I know I mentioned that I would explain the loss of my mother in this post, but I’m in a happy mood and have so many other things on my mind, that that particular topic will have to wait a little while.
I went to Tulsa Xpressions event this past weekend. I am REALLY coming to love these conferences/events, so much so that I am trying to figure out a way to work more of them into my life (and budget.) I know that teaching is one way to accomplish this goal, but I am currently in the “soaking it all up” stage of my learning and growth. I find myself drawn more and more towards a life of leather. As sentient beings, most of us evolve through our experiences during our journey from cradle to grave. I have been noticing a drastic evolution of self over the past two years. I find myself weary of the very activities and people that used to bring some of my life’s greatest joys. I believe whole-heartedly in having fun and enjoying every moment to the fullest due to the transient nature of our mortal existence. However, I also believe that we should be mindful of others with whom we share our lives, and attempt not to inhibit their own pursuit of happiness. This has led me to a strong passion for tolerance as well as a quest to improve myself from within so as to affect others in the most positive way possible. It wasn’t long after defining my current life mission that I noticed Leather events and people continually appearing in my path. Maybe I was lucky in the fact that the majority of those I’ve met have embodied the very traits of which I’m looking to develop in myself. Many of their views on life align with my own, and at first, I found it an odd coincidence, until it repeatedly occurred.
I have noticed a pretty large difference between the outlooks of people involved in het/pan BDSM/kink and those that live Leather. When around the first group, I find myself having to work harder for the tolerance for which I aim; yet when I am around the second, I find myself having such a great amount of respect for a large portion of them. I literally want to fade into the surroundings and just soak up the information within the ideas and viewpoints discussed (not to mention being overcome with a strong desire to rub myself all over some of them and see if osmosis of knowledge can actually occur.)

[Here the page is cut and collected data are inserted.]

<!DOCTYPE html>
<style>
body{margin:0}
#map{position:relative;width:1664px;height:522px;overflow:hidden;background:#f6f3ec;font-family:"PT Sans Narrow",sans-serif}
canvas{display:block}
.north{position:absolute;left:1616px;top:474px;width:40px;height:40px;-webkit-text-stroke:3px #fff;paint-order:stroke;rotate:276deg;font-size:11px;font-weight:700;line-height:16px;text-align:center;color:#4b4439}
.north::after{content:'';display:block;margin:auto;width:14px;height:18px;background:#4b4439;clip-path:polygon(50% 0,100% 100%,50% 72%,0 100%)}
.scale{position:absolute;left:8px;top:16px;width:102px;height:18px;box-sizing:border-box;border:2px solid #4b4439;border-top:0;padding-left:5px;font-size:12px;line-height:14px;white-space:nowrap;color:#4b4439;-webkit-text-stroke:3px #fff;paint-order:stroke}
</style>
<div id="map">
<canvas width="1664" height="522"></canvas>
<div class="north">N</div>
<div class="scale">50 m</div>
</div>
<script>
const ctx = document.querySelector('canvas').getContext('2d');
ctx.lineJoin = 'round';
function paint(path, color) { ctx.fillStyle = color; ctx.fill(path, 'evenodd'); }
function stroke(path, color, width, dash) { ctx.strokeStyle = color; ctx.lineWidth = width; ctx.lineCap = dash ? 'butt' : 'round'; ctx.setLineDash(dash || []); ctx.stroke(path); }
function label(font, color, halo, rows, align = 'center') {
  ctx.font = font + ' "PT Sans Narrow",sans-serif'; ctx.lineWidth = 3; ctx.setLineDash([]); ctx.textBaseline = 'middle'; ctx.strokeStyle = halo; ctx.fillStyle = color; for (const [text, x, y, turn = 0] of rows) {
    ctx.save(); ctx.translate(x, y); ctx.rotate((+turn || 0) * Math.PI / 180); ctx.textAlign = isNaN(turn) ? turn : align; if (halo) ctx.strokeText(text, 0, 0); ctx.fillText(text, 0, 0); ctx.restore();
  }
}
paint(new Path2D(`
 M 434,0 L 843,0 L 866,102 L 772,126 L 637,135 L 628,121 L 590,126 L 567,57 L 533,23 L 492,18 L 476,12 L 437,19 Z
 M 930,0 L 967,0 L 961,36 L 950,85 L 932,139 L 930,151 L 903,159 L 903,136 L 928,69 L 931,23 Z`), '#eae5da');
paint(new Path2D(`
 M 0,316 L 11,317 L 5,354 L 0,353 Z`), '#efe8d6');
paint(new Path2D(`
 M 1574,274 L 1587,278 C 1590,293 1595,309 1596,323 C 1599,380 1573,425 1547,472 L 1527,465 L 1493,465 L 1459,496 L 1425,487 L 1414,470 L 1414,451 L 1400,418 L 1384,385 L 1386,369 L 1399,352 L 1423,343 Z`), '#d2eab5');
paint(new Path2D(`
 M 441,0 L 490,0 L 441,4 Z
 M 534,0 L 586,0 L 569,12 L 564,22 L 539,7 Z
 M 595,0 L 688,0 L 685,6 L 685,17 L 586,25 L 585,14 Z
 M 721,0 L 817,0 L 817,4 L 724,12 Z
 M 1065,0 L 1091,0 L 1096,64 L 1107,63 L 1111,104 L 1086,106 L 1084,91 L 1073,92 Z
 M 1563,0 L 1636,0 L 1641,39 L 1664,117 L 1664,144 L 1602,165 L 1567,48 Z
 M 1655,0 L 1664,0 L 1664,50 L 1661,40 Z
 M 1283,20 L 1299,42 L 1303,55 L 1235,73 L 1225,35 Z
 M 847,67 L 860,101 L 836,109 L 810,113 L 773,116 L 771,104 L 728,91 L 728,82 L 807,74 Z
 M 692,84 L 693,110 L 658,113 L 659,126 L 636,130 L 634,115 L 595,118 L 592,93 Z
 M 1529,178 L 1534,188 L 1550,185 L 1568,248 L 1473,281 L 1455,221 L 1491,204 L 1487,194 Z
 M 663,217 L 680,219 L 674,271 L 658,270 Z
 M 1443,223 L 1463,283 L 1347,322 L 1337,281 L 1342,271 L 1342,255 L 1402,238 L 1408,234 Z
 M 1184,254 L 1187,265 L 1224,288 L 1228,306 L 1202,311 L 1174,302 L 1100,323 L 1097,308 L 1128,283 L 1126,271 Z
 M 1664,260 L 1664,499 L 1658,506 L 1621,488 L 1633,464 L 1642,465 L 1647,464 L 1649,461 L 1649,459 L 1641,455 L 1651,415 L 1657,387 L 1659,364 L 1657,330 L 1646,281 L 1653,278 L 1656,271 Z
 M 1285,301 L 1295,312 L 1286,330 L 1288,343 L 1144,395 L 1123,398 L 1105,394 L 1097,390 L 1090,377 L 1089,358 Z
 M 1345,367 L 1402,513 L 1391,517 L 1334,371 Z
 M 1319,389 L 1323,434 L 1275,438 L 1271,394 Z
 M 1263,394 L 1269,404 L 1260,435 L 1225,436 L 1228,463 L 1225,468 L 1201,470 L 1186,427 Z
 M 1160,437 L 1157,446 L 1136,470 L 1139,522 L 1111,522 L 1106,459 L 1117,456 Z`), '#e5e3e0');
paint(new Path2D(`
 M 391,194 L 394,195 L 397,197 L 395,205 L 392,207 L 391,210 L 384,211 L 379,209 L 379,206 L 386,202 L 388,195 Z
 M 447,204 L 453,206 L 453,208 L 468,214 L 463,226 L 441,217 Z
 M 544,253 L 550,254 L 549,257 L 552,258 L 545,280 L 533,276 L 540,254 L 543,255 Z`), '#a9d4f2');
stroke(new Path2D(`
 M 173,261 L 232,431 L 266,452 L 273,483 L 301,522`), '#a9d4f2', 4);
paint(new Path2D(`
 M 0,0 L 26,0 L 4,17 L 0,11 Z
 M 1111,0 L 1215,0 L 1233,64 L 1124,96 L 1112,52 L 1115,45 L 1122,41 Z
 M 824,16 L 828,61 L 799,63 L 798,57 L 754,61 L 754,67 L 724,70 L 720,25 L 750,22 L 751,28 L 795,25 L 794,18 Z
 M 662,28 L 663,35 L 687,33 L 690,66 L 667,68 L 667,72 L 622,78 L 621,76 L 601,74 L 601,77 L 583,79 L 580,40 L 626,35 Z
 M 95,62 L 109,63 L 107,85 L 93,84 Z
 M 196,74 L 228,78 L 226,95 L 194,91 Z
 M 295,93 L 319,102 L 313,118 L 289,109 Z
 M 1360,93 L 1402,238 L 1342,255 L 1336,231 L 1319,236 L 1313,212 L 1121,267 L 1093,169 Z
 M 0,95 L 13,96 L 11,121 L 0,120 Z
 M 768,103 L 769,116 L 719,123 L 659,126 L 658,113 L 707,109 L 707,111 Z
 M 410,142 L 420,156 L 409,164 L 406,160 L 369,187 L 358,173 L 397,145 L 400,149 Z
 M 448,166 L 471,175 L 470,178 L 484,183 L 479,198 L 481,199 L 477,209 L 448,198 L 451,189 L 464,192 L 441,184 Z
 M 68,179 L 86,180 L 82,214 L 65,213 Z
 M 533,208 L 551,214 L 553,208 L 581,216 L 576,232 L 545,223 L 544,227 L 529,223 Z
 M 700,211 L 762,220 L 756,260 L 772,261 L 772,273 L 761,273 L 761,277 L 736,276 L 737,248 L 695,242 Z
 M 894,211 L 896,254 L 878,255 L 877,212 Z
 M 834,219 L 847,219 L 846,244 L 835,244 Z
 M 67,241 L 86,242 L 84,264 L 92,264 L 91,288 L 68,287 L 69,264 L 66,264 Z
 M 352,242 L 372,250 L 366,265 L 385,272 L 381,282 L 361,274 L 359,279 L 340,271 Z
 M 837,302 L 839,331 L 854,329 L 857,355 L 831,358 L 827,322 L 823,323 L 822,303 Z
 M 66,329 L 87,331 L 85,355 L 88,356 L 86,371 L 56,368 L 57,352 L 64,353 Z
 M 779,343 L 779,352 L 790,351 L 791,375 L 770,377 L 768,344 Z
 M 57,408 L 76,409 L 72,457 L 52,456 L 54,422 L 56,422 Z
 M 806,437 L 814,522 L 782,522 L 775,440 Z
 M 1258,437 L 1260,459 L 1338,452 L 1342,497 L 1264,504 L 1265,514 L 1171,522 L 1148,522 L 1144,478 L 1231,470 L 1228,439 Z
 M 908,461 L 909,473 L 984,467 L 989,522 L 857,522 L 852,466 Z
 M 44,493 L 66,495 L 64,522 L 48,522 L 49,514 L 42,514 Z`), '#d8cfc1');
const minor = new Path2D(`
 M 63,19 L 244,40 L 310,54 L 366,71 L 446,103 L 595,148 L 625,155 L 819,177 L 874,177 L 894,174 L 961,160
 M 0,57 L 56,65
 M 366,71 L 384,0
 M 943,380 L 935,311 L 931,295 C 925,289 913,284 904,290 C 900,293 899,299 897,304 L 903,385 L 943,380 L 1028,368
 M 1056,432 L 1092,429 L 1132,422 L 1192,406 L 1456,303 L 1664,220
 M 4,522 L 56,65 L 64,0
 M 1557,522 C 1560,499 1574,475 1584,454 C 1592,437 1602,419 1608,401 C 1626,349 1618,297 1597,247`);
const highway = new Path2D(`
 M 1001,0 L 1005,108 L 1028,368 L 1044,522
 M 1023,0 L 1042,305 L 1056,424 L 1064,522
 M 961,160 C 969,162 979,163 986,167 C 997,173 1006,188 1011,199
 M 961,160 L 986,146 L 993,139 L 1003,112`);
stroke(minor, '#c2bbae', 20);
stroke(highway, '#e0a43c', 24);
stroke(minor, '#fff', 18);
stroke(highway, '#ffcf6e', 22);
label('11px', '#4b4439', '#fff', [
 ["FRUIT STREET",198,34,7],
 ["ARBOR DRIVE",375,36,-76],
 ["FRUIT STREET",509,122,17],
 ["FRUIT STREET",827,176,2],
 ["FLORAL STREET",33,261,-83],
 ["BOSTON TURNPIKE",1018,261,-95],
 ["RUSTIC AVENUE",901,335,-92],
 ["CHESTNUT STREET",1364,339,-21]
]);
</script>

I also find my own joys as far as “play” goes more closely aligning with what I have seen from Leather vs Kink. I have always been drawn to the Darkside, but never felt like what I enjoyed “fit” the stereotyped (and overplayed) version of “scening” (I hate that term) seen in most dungeons. I like a different level of intensity…I enjoy an energy and power exchange that wakes both my body and soul…one that has me laughing, crying, screaming, or even just quietly sobbing…but most of all, one that connects me on a very intimate (no, not always sexually intimate) level with another person. I didn’t see this type of play on a regular basis before, and I definitely missed the “connection” that was a huge part of my imagination and fantasies. Until last year at Tribal Fire, 2010.